***** DATA TO EXAMINE

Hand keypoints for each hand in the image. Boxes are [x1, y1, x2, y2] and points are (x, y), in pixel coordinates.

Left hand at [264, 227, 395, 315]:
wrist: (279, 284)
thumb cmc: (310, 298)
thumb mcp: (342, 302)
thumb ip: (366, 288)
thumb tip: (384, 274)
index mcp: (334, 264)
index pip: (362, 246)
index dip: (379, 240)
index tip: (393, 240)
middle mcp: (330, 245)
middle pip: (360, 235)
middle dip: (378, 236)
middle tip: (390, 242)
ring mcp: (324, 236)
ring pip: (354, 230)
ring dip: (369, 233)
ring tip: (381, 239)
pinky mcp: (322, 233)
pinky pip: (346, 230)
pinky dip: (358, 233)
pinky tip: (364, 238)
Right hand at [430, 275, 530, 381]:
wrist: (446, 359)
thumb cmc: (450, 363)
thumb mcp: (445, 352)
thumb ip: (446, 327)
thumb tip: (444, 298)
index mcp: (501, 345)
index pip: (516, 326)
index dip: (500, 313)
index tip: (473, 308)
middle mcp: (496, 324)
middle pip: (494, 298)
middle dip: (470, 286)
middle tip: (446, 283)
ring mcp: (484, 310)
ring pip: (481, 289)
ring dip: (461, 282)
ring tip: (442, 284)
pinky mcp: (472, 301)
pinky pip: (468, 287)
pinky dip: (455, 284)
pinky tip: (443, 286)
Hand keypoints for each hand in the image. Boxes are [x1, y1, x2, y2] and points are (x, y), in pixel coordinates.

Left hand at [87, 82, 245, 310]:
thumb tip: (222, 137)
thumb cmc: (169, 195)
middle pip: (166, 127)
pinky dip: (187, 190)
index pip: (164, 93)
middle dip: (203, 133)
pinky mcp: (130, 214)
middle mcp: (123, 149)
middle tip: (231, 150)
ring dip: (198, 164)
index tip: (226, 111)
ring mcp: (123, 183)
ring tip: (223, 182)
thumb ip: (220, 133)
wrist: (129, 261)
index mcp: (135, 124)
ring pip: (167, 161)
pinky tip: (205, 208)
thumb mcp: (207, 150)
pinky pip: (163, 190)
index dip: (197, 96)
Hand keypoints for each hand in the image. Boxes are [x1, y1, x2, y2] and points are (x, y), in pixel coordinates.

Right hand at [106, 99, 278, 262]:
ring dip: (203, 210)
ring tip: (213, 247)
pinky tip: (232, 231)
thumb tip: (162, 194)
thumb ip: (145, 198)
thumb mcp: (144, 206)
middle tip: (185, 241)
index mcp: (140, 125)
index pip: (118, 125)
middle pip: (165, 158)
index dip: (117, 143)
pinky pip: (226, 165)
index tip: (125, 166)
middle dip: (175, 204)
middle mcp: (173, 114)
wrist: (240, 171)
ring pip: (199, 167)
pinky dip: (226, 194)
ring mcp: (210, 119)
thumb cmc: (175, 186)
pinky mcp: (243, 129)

**********

TASK DESCRIPTION: I'd like the entries above reproduced in full, exactly as they stand.

SOLUTION TO THE PROBLEM:
Hand keypoints for each hand in the image. Boxes are [x1, y1, x2, y2] and points are (x, y), in pixel coordinates.

Left hand at [264, 227, 395, 315]:
wrist: (279, 284)
thumb cmc: (310, 298)
thumb mcp: (342, 302)
thumb ip: (366, 288)
thumb tip: (384, 274)
index mcp: (334, 264)
index pip: (362, 246)
index dip: (379, 240)
index tip: (393, 240)
middle mcp: (330, 245)
middle pip: (360, 235)
middle dip: (378, 236)
middle tip: (390, 242)
ring mcp: (324, 236)
ring pip: (354, 230)
ring dip: (369, 233)
ring tip: (381, 239)
pinky mcp: (322, 233)
pinky pip: (346, 230)
pinky dip: (358, 233)
pinky tip: (364, 238)
Right hand at [430, 275, 530, 381]:
wrist: (446, 359)
thumb cmc: (450, 363)
thumb mcp: (445, 352)
thumb ip: (446, 327)
thumb tip: (444, 298)
index mcp: (501, 345)
index pip: (516, 326)
index dip: (500, 313)
index tip: (473, 308)
middle mcp: (496, 324)
middle pip: (494, 298)
middle dip: (470, 286)
middle tip: (446, 283)
ring mcp: (484, 310)
ring pip: (481, 289)
ring dip: (461, 282)
ring tip: (442, 284)
pinky mcp: (472, 301)
pinky pip: (468, 287)
pinky dip: (455, 284)
pinky tip: (443, 286)
Hand keypoints for each hand in the image. Boxes are [x1, y1, x2, y2] and points are (x, y), in pixel coordinates.

Left hand at [87, 82, 245, 310]:
thumb tip: (222, 137)
thumb cmc: (169, 195)
middle pip: (166, 127)
pinky dip: (187, 190)
index pip: (164, 93)
middle dip: (203, 133)
pinky mcp: (130, 214)
middle mcp: (123, 149)
middle tip: (231, 150)
ring dip: (198, 164)
index tip: (226, 111)
ring mcp: (123, 183)
ring tip: (223, 182)
thumb ip: (220, 133)
wrist: (129, 261)
index mcp: (135, 124)
ring pip: (167, 161)
pinky tip: (205, 208)
thumb mcp: (207, 150)
pinky pip: (163, 190)
index dip: (197, 96)
Hand keypoints for each hand in the image. Boxes are [x1, y1, x2, y2] and points are (x, y), in pixel coordinates.

Right hand at [106, 99, 278, 262]:
ring dip: (203, 210)
ring tip: (213, 247)
pinky tip: (232, 231)
thumb tip: (162, 194)
thumb ip: (145, 198)
thumb mcp: (144, 206)
middle tip: (185, 241)
index mcp: (140, 125)
index pip: (118, 125)
middle pip: (165, 158)
index dip: (117, 143)
pinky pip: (226, 165)
index tip: (125, 166)
middle dip: (175, 204)
middle mcp: (173, 114)
wrist: (240, 171)
ring pip: (199, 167)
pinky dip: (226, 194)
ring mcp: (210, 119)
thumb cmc: (175, 186)
pinky mcp: (243, 129)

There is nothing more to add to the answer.